他にも、Webデザインや画像処理、プログラム作成の能力を測定する検定試験が存在しており、これらの分野に特化した検定試験をメインに実施する試験団体もあります。
そういえば、私は在職中に、ボイラ技士講習会を受講する生徒を引率したとき、自分も受講して、試験も受けたら、「2級ボイラ技士免許」に合格しました。これは終身免許ですが、一度もボイラを運転したことはありません。免許証には、20歳台の超若い自分の顔写真が貼ってあって、笑ってしまいます。「自動者運転免許」は、高梁工業高在職中(30歳頃)に、3年生が教習所へ行くときに、自分も一緒に行きました。生徒がどんどん「見極め」に合格して進級していくのに、不器用な私は何度も補習を受けて、彼らよりもかなり後れて卒業しました。免許取得の試験では、さすがに学科は満点に近かったです。実技は免除でした。他には、スポーツジムへ通っていた関係で、「日本ボディビル連盟」の「ウエイトトレーニング指導者」と「ボディビルディング審査員」の免許をいただきました。これらは75歳をすぎたとき、返上しました。自分がトレーニングするのに免許はいりませんから。変わったものとしては「16ミリ映写技師免許」というのを県の教育委員会からもらっていました。県のライブラリーが保管する16ミリ映画を自分の授業で上映できる免許でした。これは岡山県内のみで使えるもので、他県では通用しません。フィルム映画はビデオの普及とともに使われなくなりましたが、当時はたびたび利用していました。講習会では、切れたフィルムのつなぎ方を習ったことを覚えています。「ニューシネマパラダイス」という映画を観て思い出しました。

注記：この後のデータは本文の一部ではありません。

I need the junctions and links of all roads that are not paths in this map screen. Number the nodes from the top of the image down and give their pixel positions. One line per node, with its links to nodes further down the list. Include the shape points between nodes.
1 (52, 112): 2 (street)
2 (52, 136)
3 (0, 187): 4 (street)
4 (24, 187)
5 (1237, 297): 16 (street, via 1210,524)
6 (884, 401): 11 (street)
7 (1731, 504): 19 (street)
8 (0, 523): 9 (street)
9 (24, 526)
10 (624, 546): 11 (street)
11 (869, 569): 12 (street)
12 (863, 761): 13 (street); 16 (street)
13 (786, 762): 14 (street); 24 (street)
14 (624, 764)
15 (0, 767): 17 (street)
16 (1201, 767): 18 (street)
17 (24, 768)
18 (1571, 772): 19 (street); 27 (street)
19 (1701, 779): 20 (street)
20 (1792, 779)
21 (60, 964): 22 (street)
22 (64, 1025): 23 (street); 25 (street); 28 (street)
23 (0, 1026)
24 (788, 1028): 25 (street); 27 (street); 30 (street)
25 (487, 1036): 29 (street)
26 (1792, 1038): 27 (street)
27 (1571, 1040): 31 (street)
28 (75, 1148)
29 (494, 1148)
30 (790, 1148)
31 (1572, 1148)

何と言っても最大の贈り物は、「アドラー心理学カウンセラー免許」です。1992年に取得した際は、ありがたいことに「筆記試験」だけでした。現在は「実技試験」だけです。 手先が不器用な筆者は、自分に使える技術としては多芸ではないですが、鑑賞するものは広範囲にわたっています。音楽は、クラシックからポップスや演歌まで聴きます。歌舞伎や落語などの伝統芸能も好きです。旅行も好きでしたが、年齢とともに、出かけなくなりました。コロナ前は、歌舞伎見物と年1回の「アドラー心理学会・総会」で各地へ行けるのが唯一の旅行でした。コロナが収まった現在は、高齢のためすっかり出不精になってしまいました。自宅とスポーツジムとスーパーマーケットへ自転車で出かけるのが常です。自動車の運転も雨天以外はほとんどしなくなりました。とにかく無理をしない。焦らない。少しの手間を惜しまない。急がば回れです。